▶ _WORK TO COMPLETE_
Tally every line of the listing below that holds "roads", then give the tally alone.

▶ _DATA FOR THIS TASK_
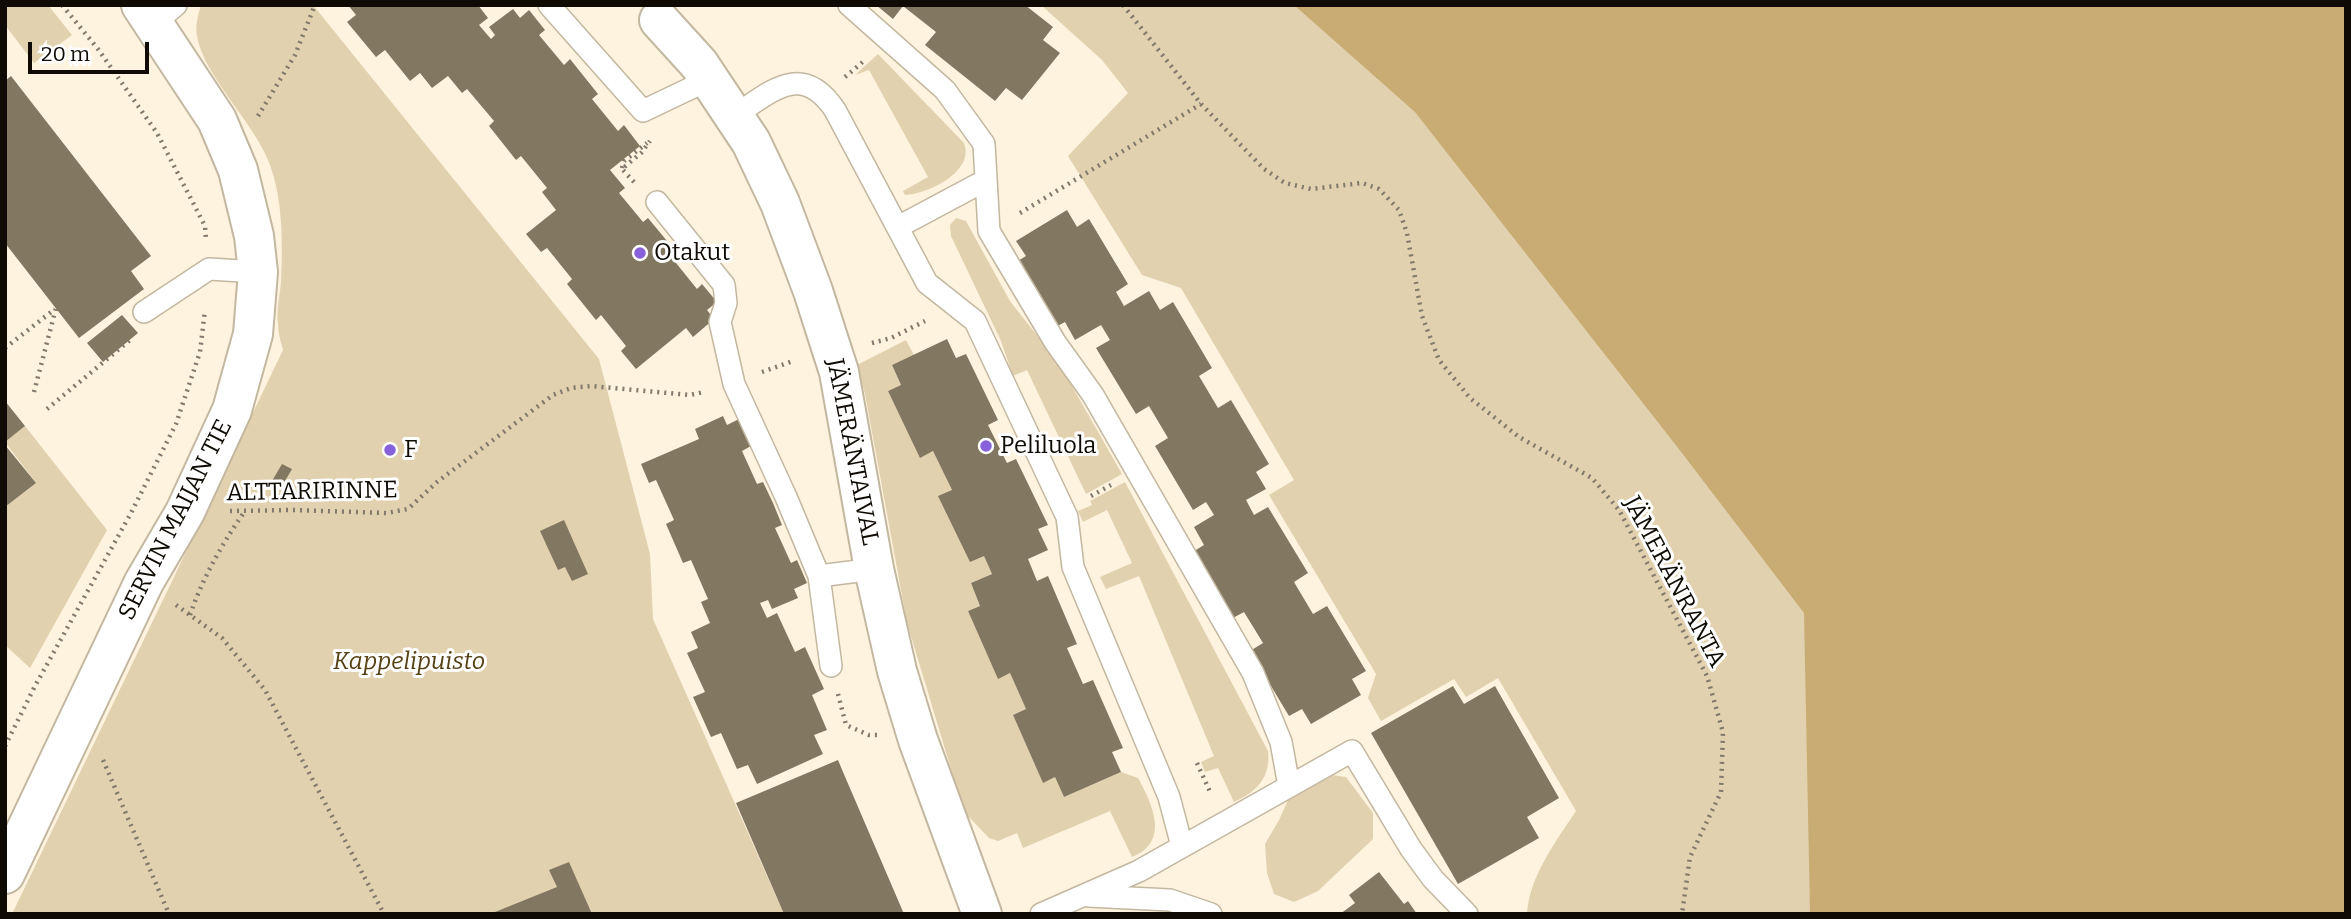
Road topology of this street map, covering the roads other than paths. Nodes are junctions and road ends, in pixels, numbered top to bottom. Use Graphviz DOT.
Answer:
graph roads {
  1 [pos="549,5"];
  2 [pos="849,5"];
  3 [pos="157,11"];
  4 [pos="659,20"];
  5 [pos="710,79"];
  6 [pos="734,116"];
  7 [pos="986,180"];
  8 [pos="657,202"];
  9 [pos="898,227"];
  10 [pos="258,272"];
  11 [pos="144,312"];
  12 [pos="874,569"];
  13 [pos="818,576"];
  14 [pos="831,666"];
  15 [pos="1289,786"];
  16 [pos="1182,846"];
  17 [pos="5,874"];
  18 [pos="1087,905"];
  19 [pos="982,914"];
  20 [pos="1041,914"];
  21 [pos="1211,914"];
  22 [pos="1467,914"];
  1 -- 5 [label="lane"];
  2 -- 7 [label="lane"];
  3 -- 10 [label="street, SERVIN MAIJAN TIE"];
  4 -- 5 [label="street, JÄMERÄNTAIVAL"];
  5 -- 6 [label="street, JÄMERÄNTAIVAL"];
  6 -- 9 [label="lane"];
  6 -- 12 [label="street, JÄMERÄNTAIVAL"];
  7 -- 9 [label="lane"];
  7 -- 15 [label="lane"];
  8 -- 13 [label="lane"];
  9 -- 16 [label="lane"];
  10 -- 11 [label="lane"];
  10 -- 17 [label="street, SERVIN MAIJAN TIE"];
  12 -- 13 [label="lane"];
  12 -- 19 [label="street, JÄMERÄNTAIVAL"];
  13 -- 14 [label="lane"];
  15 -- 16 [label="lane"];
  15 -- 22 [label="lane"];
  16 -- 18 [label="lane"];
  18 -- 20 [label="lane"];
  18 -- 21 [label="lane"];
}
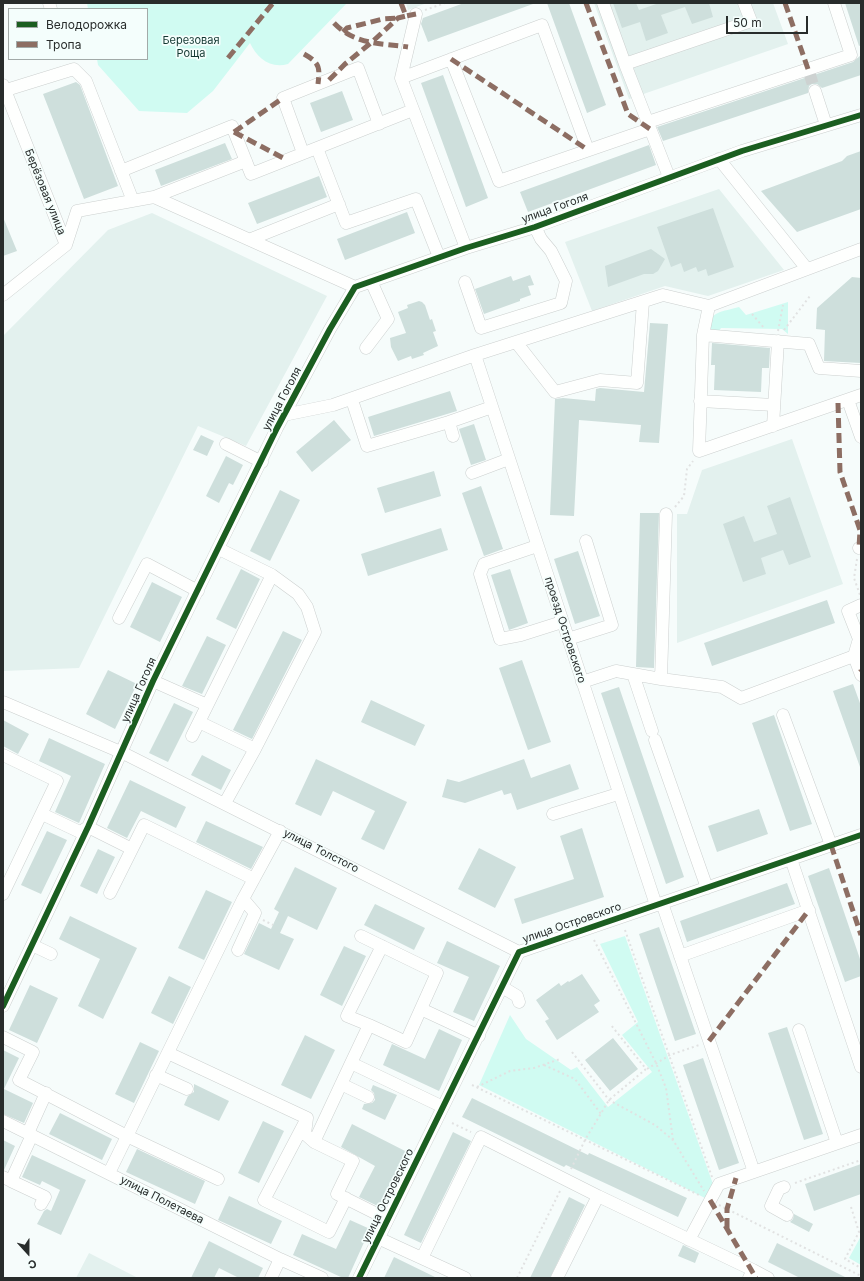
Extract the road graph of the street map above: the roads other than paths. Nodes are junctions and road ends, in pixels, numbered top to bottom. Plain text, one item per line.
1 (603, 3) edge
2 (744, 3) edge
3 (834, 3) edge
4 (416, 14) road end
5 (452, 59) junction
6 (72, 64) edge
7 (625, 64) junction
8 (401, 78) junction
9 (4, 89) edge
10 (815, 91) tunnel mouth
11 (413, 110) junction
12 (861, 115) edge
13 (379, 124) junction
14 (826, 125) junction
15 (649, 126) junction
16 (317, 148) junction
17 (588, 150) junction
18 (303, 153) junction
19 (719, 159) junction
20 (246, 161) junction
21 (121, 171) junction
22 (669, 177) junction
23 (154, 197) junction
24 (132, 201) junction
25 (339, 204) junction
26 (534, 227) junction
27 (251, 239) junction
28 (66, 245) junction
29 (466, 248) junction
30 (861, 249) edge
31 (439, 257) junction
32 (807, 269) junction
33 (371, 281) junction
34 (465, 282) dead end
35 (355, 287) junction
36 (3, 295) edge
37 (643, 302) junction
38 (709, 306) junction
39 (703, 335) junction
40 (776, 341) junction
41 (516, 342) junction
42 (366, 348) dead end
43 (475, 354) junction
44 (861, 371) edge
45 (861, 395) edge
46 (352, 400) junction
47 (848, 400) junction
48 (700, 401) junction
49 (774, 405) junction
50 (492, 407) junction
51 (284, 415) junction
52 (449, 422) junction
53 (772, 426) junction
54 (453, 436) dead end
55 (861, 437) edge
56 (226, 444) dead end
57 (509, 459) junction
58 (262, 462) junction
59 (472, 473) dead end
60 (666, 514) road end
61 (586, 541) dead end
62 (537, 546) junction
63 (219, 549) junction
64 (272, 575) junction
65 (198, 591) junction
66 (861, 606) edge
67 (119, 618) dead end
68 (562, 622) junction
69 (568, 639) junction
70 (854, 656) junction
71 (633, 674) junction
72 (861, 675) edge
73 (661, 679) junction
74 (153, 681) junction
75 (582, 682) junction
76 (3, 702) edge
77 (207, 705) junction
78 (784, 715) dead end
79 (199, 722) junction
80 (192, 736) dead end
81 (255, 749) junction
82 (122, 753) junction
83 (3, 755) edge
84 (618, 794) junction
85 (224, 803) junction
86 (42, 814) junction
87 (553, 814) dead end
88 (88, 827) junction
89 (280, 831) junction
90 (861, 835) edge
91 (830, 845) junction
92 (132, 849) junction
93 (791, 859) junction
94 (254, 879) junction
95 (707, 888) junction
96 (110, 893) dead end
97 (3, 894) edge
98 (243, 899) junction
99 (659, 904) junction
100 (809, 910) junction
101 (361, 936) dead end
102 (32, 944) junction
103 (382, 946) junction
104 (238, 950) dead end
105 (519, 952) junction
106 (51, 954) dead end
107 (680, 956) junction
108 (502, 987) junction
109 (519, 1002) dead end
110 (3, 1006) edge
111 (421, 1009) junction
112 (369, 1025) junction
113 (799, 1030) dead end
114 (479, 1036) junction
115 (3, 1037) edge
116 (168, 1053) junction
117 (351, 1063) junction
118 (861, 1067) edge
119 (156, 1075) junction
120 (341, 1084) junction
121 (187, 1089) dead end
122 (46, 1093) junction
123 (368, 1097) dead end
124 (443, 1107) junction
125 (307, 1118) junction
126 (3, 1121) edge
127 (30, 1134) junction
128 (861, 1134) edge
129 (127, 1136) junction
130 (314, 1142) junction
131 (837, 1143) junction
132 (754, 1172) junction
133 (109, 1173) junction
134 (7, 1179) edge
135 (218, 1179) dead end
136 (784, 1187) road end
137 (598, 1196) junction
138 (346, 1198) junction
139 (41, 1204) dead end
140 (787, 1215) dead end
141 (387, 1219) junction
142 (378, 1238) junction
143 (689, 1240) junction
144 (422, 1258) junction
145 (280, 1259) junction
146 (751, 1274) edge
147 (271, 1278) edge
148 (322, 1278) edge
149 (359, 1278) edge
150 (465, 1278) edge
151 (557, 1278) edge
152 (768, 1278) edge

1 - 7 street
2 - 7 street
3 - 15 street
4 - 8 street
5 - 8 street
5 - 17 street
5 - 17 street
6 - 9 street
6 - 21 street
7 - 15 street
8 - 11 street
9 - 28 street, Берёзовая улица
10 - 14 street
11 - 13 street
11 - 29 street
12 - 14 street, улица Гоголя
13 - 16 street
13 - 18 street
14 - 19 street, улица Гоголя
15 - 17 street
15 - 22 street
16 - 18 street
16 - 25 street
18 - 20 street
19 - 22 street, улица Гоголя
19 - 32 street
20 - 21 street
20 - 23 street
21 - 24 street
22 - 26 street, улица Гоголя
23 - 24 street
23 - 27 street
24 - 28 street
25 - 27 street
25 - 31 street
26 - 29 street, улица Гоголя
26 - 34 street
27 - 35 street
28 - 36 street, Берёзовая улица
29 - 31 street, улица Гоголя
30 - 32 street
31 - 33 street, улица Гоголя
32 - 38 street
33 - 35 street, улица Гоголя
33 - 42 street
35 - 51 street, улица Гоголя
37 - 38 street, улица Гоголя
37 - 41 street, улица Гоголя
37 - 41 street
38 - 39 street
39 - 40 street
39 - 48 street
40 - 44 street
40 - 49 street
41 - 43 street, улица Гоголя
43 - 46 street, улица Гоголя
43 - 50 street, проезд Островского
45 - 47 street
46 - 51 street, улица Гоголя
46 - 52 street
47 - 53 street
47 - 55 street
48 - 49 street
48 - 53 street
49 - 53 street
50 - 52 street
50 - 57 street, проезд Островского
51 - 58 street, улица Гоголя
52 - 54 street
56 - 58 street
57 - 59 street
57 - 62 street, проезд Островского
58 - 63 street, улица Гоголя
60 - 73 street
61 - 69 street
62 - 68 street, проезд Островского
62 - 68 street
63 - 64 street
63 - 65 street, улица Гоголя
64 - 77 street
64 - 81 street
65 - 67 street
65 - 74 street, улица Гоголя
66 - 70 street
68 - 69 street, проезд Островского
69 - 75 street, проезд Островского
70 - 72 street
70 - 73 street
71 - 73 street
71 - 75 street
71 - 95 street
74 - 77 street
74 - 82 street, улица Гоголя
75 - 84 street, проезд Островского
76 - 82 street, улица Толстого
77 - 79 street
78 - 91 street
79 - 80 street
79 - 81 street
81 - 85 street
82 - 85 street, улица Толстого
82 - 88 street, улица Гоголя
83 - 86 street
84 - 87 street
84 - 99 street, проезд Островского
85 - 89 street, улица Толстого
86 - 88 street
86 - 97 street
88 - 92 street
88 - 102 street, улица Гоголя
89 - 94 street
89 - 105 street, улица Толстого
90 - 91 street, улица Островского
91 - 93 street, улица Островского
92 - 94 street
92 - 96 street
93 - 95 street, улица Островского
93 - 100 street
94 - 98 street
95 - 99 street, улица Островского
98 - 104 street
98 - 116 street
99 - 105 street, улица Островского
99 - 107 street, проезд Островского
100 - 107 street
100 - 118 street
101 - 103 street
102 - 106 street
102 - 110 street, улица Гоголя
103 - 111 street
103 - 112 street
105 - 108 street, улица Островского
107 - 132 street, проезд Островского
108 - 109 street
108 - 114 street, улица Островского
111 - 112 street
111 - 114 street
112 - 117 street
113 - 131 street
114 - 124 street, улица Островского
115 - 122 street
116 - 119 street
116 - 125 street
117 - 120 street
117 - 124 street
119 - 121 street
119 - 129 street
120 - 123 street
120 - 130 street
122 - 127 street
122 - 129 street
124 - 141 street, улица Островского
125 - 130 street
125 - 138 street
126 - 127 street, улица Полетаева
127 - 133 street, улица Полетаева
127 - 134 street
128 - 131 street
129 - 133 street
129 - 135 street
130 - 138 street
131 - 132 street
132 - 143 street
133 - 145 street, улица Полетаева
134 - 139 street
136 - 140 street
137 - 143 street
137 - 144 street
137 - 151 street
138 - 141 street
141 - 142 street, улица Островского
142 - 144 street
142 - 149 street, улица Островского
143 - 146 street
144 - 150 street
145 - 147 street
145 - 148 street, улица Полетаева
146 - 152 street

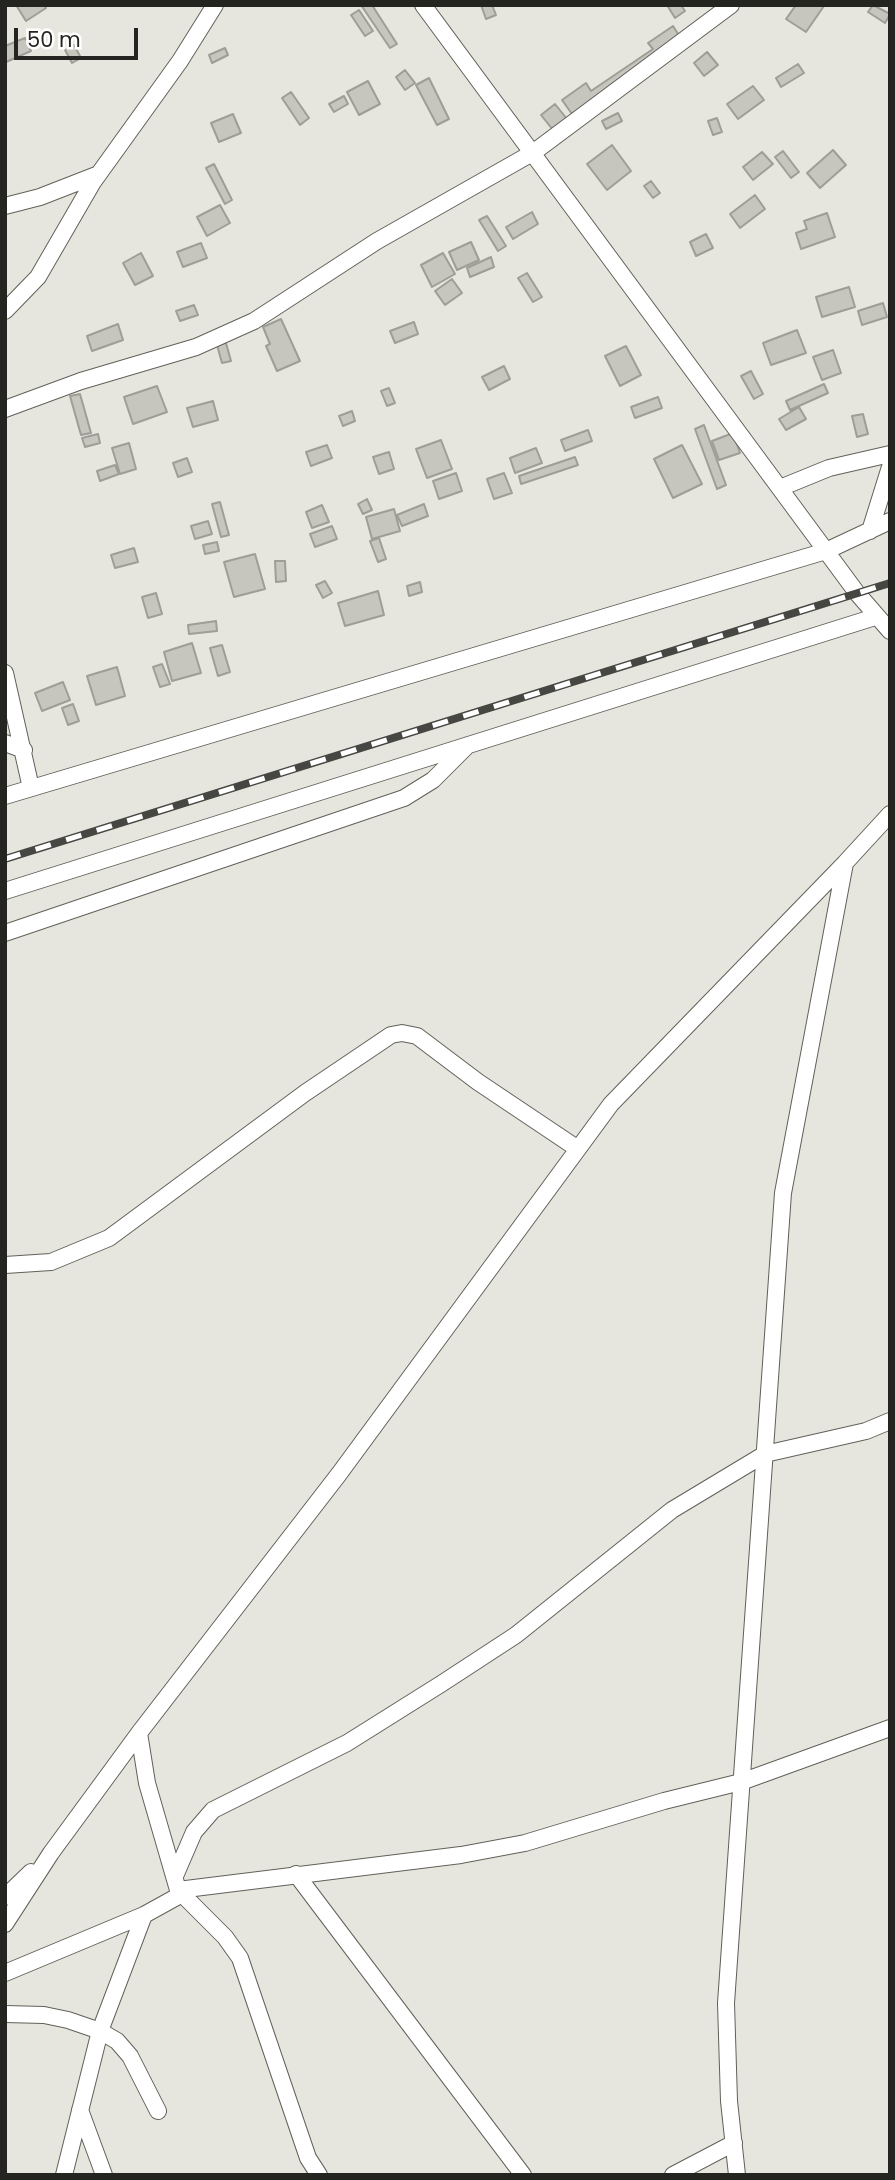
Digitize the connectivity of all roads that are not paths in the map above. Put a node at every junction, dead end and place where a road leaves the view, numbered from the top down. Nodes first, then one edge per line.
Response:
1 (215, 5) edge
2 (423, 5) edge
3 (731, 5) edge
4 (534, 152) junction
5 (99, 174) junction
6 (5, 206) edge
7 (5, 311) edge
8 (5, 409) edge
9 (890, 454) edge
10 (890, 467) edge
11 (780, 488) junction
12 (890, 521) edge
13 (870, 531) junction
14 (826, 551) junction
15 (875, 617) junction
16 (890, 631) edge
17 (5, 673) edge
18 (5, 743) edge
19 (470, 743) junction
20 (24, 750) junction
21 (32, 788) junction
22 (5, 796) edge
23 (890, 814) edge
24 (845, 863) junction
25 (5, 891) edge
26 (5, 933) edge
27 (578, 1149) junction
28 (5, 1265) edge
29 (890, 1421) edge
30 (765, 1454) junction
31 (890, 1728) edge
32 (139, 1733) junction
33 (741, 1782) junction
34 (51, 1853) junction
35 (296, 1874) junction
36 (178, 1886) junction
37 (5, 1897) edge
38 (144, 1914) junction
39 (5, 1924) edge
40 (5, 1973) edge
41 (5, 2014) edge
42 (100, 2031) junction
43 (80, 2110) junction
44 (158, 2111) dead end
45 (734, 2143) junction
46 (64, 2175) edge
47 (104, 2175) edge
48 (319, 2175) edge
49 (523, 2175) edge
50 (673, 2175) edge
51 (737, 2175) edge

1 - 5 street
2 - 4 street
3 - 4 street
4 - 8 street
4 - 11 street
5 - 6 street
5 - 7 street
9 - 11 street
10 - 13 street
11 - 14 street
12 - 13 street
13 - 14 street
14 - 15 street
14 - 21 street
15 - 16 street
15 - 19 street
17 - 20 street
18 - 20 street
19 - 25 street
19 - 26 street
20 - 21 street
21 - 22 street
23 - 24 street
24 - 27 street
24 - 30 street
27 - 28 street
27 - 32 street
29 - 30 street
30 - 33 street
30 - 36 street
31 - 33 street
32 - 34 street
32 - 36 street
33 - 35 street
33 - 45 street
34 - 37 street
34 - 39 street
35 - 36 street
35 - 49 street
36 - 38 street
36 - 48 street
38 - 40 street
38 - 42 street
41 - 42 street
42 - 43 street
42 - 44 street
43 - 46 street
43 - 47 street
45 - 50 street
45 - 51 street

▶ _RESULT OF THE TASK_
4